Friday, November 15, 2013

Elyria's Burger Chef Today

As a follow-up to my post about Burger Chef last month...

I happened to be in Elyria recently, and while heading for home I saw the vision above; namely, the former Elyria Burger Chef located at the bend in the road where Lake Avenue meets West Avenue.

I'm still not sure why the address of the restaurant was indicated as 'Lodi Street' in the 1968 ad (at left).

Anyway, I had known that I was going to pass the old restaurant that day, so I brought my camera along just to grab this shot. Strangely enough – or perhaps by divine intervention – the JESUS SAVES sign was installed earlier that day (I saw the workers putting it up), just in time to make it into this shot and onto the internet for all eternity.

The menacing sky makes me think that it was no accident.

****
UPDATE (June 28, 2016)
I drove by the building on June 9, 2016 and noticed that the former Burger Chef had recently been torn down.

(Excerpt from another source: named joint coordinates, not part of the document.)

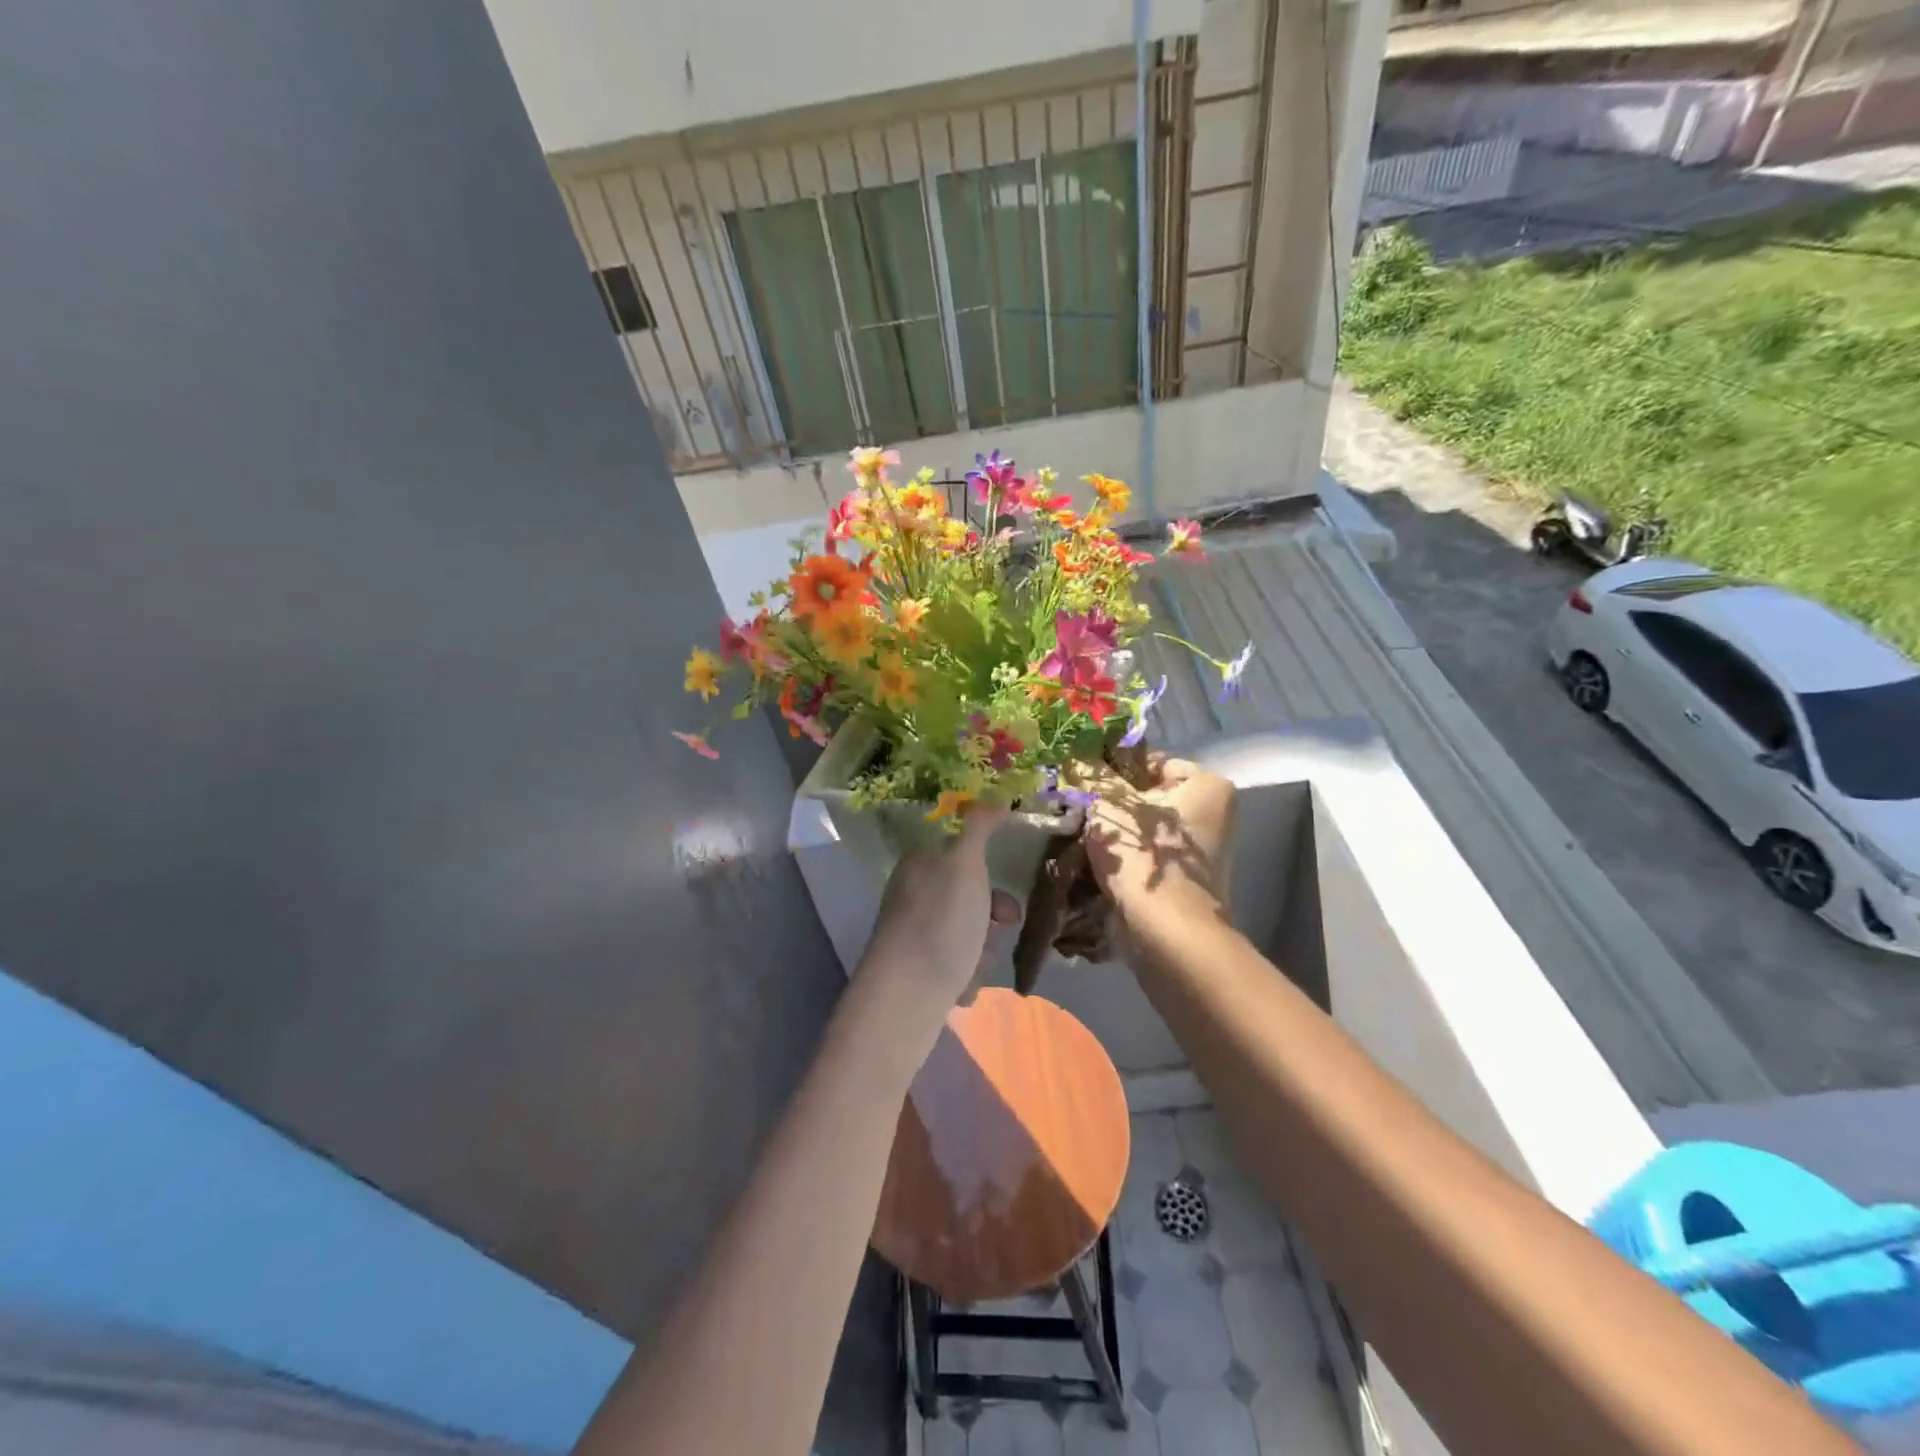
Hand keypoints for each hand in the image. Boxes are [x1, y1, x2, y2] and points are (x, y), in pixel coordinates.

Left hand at [856, 806, 1019, 1031]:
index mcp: (919, 865)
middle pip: (968, 897)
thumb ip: (979, 828)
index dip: (987, 875)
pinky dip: (965, 976)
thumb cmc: (940, 922)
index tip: (1005, 894)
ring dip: (981, 950)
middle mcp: (912, 895)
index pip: (960, 856)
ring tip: (974, 965)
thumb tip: (994, 796)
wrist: (905, 998)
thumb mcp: (964, 864)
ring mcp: (912, 935)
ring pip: (966, 934)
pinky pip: (954, 965)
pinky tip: (963, 988)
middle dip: (989, 918)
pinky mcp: (914, 970)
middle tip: (998, 931)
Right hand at [1084, 754, 1234, 921]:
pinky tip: (1096, 862)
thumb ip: (1091, 774)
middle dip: (1113, 804)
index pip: (1151, 762)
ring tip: (1082, 836)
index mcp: (1207, 784)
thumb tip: (1074, 753)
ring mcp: (1202, 851)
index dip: (1114, 769)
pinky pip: (1148, 856)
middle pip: (1149, 796)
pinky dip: (1126, 858)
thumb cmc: (1142, 855)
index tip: (1084, 784)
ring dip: (1115, 833)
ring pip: (1145, 829)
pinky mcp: (1187, 880)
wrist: (1166, 931)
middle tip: (1078, 809)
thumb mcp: (1108, 804)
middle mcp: (1213, 813)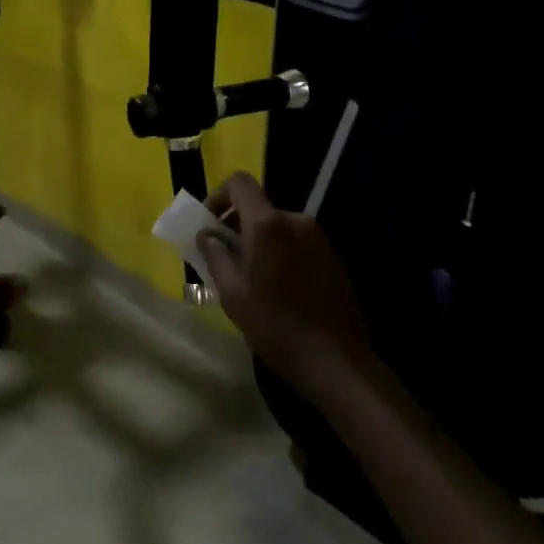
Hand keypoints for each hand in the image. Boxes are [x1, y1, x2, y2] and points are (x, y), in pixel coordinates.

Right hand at [198, 172, 376, 397]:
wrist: (337, 361)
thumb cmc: (276, 326)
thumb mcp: (232, 294)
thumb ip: (215, 256)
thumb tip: (206, 234)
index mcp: (268, 225)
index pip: (239, 182)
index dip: (218, 195)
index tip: (208, 224)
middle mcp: (296, 220)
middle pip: (258, 207)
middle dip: (236, 226)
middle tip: (223, 258)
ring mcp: (319, 238)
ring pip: (277, 227)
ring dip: (259, 242)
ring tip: (250, 278)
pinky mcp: (333, 257)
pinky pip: (297, 242)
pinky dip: (280, 253)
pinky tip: (278, 288)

Sorry, Burger Chef and Jeff!


5 comments:

Anonymous said...

I looked up your last post about BC to get to that link and now have that cursed song in my head. Thought maybe there was a shot of that old BC on there. I sent him the photo of the Oberlin one and I don't think he has added it yet........

Dan Brady said...

Ah, yes--the accursed Burger Chef song. It kinda sounds like Harry Chapin ("Cats in the Cradle," etc.)
I think you should go back and have another listen, Linda!

Anonymous said...

Ah, yes, the old Oberlin Burger Chef (later Rax Roast Beef). Quite a real estate story behind that one. Originally built as the new home of the Oberlin Co-op bookstore, the Co-op found that by locating east of downtown where the students had to walk past the other merchants to get to the bookstore, they were losing their non-text sales (pens, notebooks, etc) to those other merchants. This was not an inconsiderable loss of income to the Co-op, so Bill Long, Co-Op director, cast about for a solution. He found it in NACS, the National Association of College Stores, which bought the building from the Co-op and gladly moved from their dingy digs in Westervelt Hall to this much newer building. When NACS outgrew the building, they sold it to the franchisee who converted it to a Burger Chef, unless I'm mistaken the first fast-food franchise restaurant in Oberlin.
The former editor of the College Store Journal magazine used to go to lunch at the Burger Chef and frequently ate in the booth where his desk used to be located.
from an old-time NACS employee (1979-93).

Drew Penfield said...

The reason the old address said Lodi Street is because that part of Lake Ave used to be Lodi Street. The streets in that area have changed drastically over the years. I'll have to send you some maps that will illustrate it better than I could ever explain here. You can kind of see it on this one: http://www.lakeshorerailmaps.com/lse/lsry/images/lodi%20street%20route%20map.jpg

Anonymous said...

Dan-The version going through my head was the one from YouTube, the old commercial with the saccharine woman's voice, sounding like the female part in 1971's "Stay Awhile" by The Bells.

Anonymous-Interesting! I don't doubt certain Oberlinians fought a fast food franchise coming to town, no matter how much the residents wanted it.